# [WHAT NEEDS TO BE DONE]
Output the data unchanged and complete, minus the images.

● ● ● ●

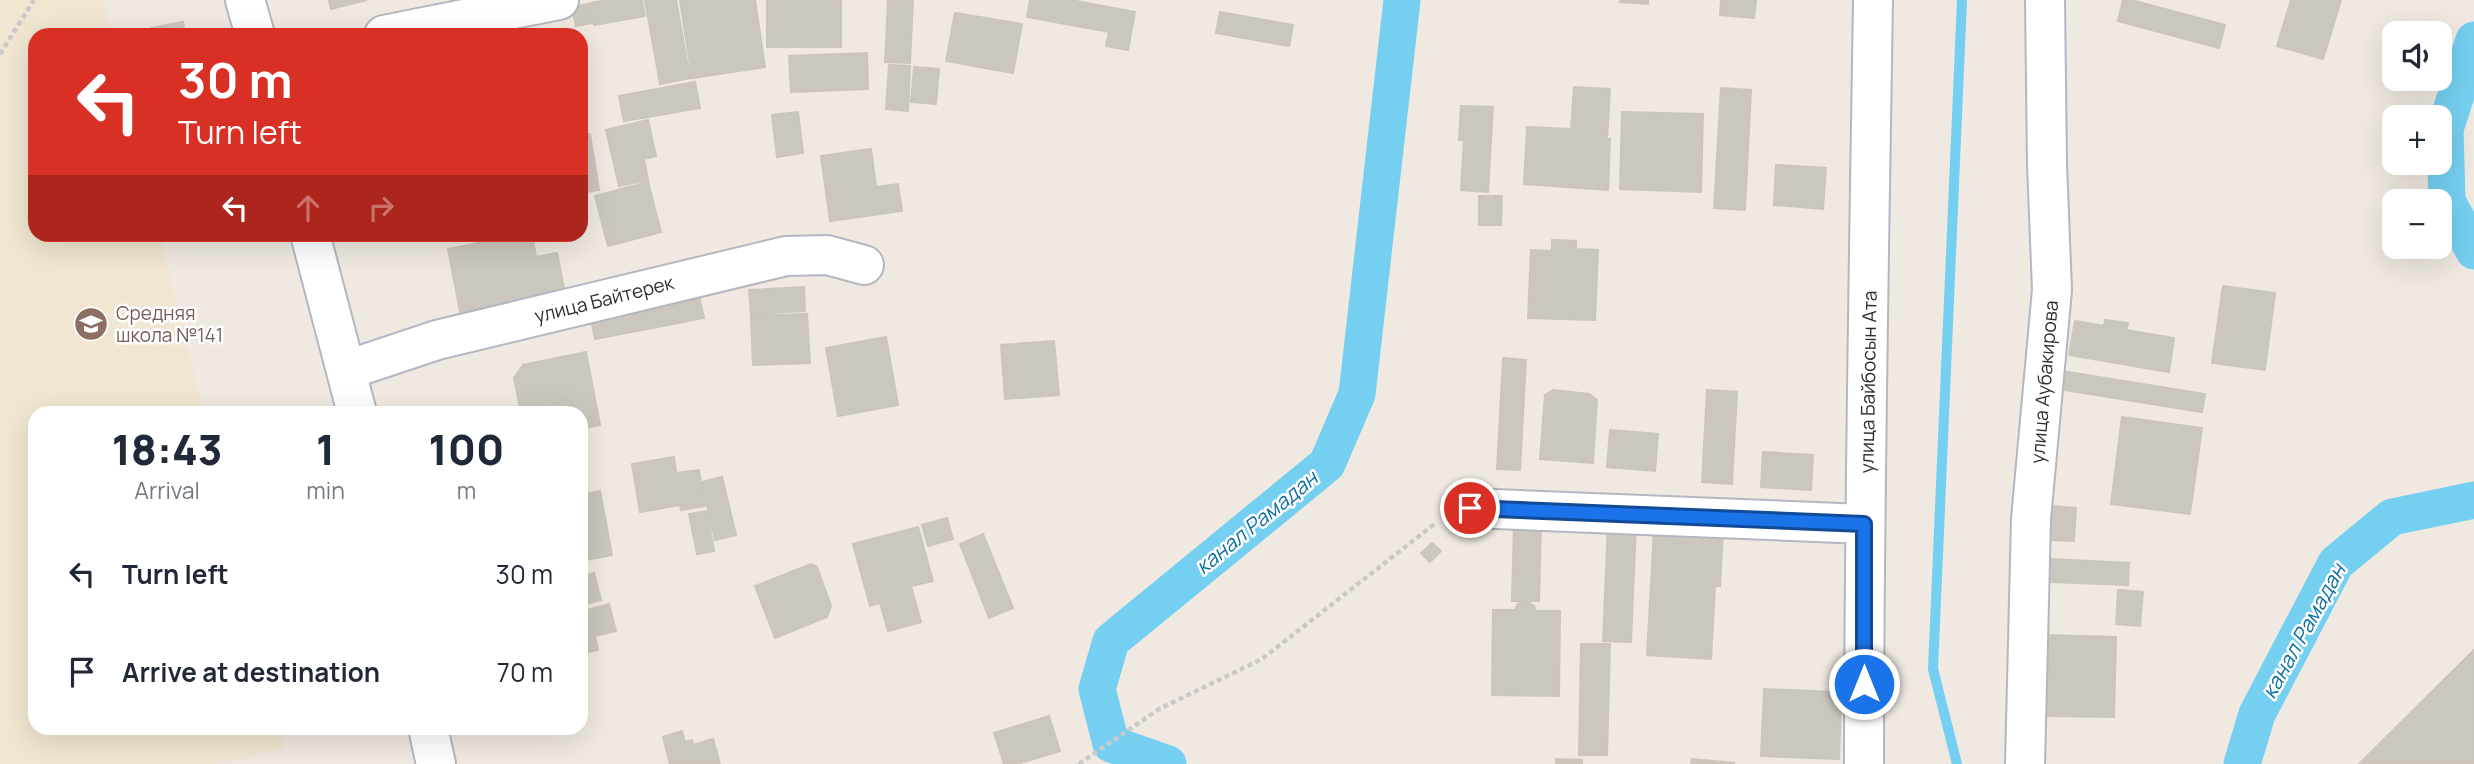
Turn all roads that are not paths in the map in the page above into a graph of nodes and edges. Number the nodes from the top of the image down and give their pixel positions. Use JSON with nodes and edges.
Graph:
{"nodes":[{"id":1,"x":245,"y":0,"type":"edge"},
{"id":2,"x":559,"y":0,"type":"edge"},
{"id":3,"x":1873,"y":0,"type":"edge"},
{"id":4,"x":2045,"y":0,"type":"edge"},
{"id":5,"x":254,"y":28,"type":"edge"},
{"id":6,"x":419,"y":28,"type":"edge"},
{"id":7,"x":312,"y":242,"type":"edge"},
{"id":8,"x":864,"y":265,"type":"dead end"},
{"id":9,"x":347,"y":370,"type":"junction"},
{"id":10,"x":355,"y":406,"type":"edge"},
{"id":11,"x":1470,"y":508,"type":"road end"},
{"id":12,"x":1864,"y":524,"type":"junction"},
{"id":13,"x":1864,"y":764,"type":"edge"},
{"id":14,"x":2025,"y":764,"type":"edge"}],
"edges":[{"from":1,"to":5,"type":"street"},
{"from":2,"to":6,"type":"street"},
{"from":3,"to":12,"type":"street","name":"улица Байбосын Ата"},
{"from":4,"to":14,"type":"street","name":"улица Аубакирова"},
{"from":7,"to":9,"type":"street"},
{"from":8,"to":9,"type":"street","name":"улица Байтерек"},
{"from":9,"to":10,"type":"street"},
{"from":11,"to":12,"type":"street"},
{"from":12,"to":13,"type":"street","name":"улица Байбосын Ата"}]}
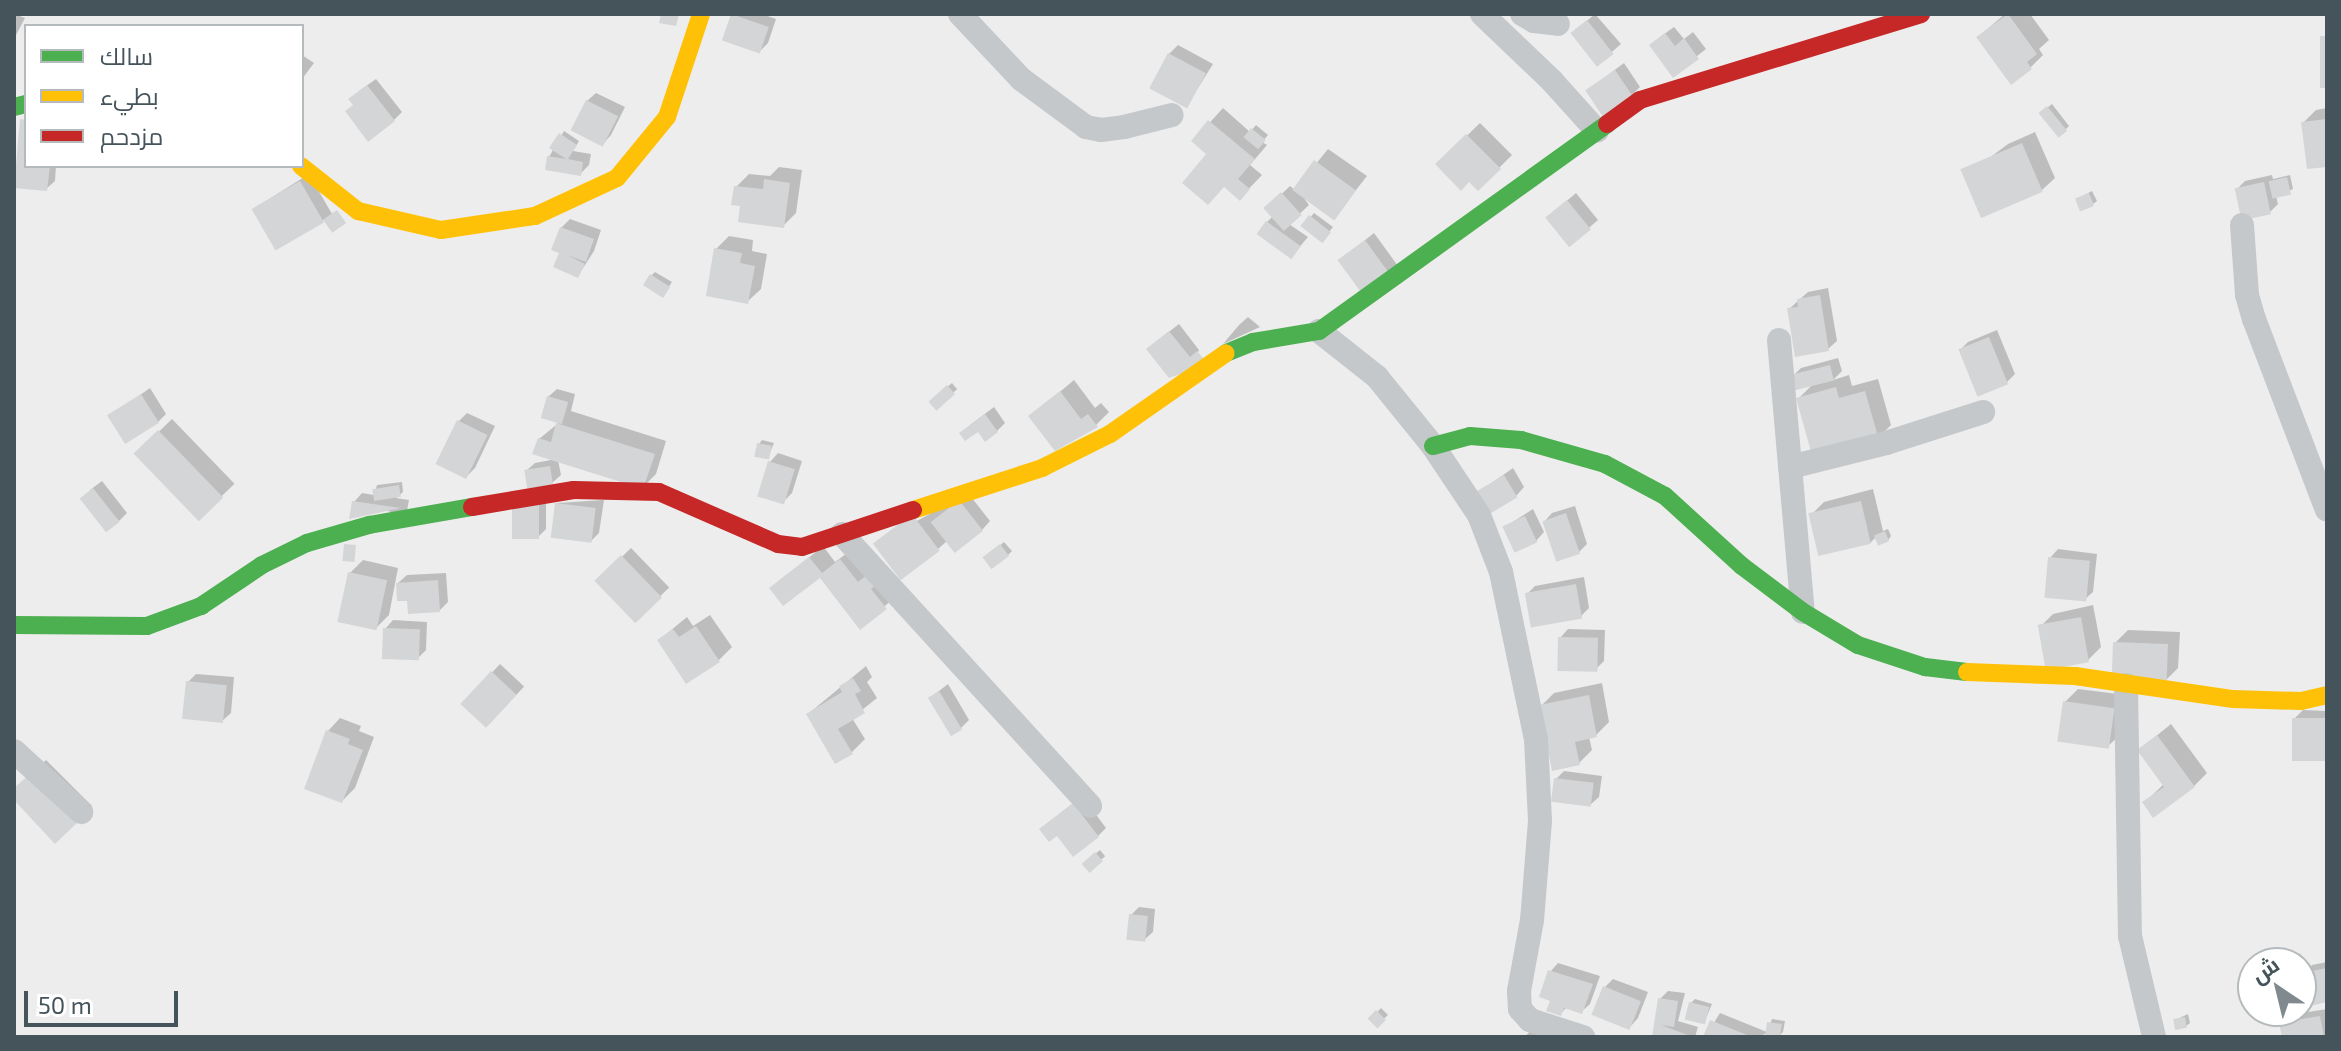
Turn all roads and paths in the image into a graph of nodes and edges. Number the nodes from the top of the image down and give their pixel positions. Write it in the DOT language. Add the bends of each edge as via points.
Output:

● ● ● ●

# [WRITTEN ANSWER]
Turn all roads that are not paths in the map in the page above into a graph of nodes and edges. Number the nodes from the top of the image down and give their pixel positions. Use JSON with nodes and edges.
Graph:
{"nodes":[{"id":1,"x":245,"y":0,"type":"edge"},
{"id":2,"x":559,"y":0,"type":"edge"},
{"id":3,"x":1873,"y":0,"type":"edge"},
{"id":4,"x":2045,"y":0,"type":"edge"},
{"id":5,"x":254,"y":28,"type":"edge"},
{"id":6,"x":419,"y":28,"type":"edge"},
{"id":7,"x":312,"y":242,"type":"edge"},
{"id":8,"x":864,"y":265,"type":"dead end"},
{"id":9,"x":347,"y":370,"type":"junction"},
{"id":10,"x":355,"y":406,"type":"edge"},
{"id":11,"x":1470,"y":508,"type":"road end"},
{"id":12,"x":1864,"y":524,"type":"junction"},
{"id":13,"x":1864,"y":764,"type":"edge"},
{"id":14,"x":2025,"y":764,"type":"edge"}],
"edges":[{"from":1,"to":5,"type":"street"},
{"from":2,"to":6,"type":"street"},
{"from":3,"to":12,"type":"street","name":"улица Байбосын Ата"},
{"from":4,"to":14,"type":"street","name":"улица Аубакирова"},
{"from":7,"to":9,"type":"street"},
{"from":8,"to":9,"type":"street","name":"улица Байтерек"},
{"from":9,"to":10,"type":"street"},
{"from":11,"to":12,"type":"street"},
{"from":12,"to":13,"type":"street","name":"улица Байбосын Ата"}]}
Turn all roads and paths in the image into a graph of nodes and edges. Number the nodes from the top of the image down and give their pixel positions. Write it in the DOT language. Add the bends of each edge as via points.
Output:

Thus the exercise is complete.